Any discussion of as-told-to autobiographies will probably evoke the example of John Neihardt's Black Elk Speaks (1932), which exemplifies the motives of ethnographers in recording the details of the past and also the problems inherent in translating, organizing, and editing oral performances into a continuous narrative. Most American Aboriginal narratives have been collected and published by non-Aboriginal editors, and few have been Aboriginal women's narratives. To make available the life experiences of Qwiqwasutinuxw noblewoman Agnes Alfred, a non-literate woman of Alert Bay, British Columbia, and to reduce as much as possible the complications inherent in translation and editing, cultural and aesthetic anthropologist Martine J. Reid collaborated with her subject's granddaughter, Daisy Sewid-Smith, a cultural historian and Qwiqwasutinuxw language instructor at the University of Victoria. Their primary objective, according to Reid, was also the primary objective of Agnes Alfred: 'to record everything she was willing to tell for the written record. … to ensure the continuity of cultural identity and traditions.'

Born in about 1890, a generation after the practice of slavery among the Qwiqwasutinuxw had ended, two generations before oral storytelling began to give way to the written word, Agnes Alfred attended a missionary school for too short a time, according to Reid, 'to deprive her of her cultural and human identity.' Although they were baptized Christians, she and her husband, Moses Alfred, worked to keep alive their traditions of potlatch and winter dancing while making their transition into a money economy and experiencing the changes brought about by White technology and culture. Both were arrested for participating in potlatch, but Agnes Alfred lived to see the return, in 1978, of Qwiqwasutinuxw ceremonial paraphernalia from the National Museum of Man in Ottawa. She died in 1992, survived by seven of her thirteen children.
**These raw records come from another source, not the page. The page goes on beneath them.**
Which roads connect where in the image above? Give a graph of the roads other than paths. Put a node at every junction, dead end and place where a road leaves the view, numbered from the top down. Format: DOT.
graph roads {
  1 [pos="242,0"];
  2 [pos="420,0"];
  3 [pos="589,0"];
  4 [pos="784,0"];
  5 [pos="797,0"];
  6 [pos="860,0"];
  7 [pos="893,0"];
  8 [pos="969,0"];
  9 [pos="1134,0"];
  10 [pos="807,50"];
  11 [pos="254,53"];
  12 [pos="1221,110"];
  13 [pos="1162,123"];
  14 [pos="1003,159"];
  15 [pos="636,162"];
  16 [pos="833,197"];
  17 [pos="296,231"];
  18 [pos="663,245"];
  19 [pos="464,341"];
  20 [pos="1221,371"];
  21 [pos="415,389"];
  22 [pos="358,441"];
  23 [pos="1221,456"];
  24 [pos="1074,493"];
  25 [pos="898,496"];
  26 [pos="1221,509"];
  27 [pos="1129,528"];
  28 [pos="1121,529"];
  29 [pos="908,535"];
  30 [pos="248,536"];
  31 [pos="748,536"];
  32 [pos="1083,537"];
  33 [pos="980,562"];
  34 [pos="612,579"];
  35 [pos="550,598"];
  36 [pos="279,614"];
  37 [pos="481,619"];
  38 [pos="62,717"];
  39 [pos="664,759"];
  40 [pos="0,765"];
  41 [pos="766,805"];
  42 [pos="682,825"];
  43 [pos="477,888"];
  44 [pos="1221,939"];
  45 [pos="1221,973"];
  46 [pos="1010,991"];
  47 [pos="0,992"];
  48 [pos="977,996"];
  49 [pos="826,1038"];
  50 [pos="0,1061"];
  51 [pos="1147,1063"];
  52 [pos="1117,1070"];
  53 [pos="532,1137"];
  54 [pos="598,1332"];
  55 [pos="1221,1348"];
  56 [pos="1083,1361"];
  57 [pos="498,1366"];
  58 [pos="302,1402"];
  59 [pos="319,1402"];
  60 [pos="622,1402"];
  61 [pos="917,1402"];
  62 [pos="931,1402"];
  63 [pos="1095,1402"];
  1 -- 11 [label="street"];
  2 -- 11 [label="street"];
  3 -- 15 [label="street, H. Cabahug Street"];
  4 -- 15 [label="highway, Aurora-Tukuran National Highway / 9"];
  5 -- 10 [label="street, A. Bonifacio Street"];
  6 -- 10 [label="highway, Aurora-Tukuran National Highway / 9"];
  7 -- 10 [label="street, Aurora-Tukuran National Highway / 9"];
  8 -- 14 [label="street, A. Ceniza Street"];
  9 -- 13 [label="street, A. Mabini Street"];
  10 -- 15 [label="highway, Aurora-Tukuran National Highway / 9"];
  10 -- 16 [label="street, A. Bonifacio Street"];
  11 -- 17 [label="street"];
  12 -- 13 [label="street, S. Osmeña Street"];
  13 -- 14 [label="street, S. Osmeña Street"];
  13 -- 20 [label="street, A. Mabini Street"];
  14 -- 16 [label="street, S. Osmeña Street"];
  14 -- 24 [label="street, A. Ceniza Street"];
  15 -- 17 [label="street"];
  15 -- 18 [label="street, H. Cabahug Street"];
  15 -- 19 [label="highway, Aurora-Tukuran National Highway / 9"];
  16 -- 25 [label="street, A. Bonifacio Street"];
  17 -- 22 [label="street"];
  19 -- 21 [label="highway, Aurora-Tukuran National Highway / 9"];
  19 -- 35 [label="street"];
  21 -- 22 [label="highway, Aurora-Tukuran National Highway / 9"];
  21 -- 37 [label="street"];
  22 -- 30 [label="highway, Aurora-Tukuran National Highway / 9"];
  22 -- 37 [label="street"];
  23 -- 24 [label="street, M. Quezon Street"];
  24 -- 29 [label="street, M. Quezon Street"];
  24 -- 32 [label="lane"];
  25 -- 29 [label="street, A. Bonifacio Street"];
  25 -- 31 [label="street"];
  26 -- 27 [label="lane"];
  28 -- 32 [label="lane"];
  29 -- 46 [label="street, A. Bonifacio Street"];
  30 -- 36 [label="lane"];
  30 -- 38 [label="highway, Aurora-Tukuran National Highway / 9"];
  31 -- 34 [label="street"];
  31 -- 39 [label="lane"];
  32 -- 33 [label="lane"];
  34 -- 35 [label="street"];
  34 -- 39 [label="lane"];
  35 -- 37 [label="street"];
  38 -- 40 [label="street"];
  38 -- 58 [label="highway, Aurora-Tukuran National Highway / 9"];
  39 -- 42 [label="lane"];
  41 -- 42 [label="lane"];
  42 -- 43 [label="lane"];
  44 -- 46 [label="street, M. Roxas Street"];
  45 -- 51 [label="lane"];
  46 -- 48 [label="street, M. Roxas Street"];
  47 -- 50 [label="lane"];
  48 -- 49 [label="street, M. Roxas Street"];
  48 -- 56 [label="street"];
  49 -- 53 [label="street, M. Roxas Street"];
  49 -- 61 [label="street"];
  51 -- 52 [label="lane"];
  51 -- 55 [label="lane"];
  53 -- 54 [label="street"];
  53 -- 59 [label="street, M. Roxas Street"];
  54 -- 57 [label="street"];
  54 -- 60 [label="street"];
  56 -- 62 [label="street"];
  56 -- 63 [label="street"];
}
Paddling to Where I Stand (the title comes from a name meaning 'Many guests are paddling towards me;' i.e., to attend her family's potlatch) begins with sections that Agnes Alfred might call 'long ago'; that is, mythic and historical events which she conveyed to Sewid-Smith through songs, storytelling, and chants and which were transcribed by Reid, and continues through the 'not long ago,' or events she personally had witnessed, such [End Page 335] as her childhood, marriage, and memories of ceremonies and rituals. Although this arrangement of material suggests a loose chronology, in fact the text is associational and seemingly spontaneous, doubling back and repeating itself as memory serves it, only occasionally interrupted by questions from Sewid-Smith or Reid. The result is a strong sense of Agnes Alfred's voice and personality, strong and specific and peppered with humour.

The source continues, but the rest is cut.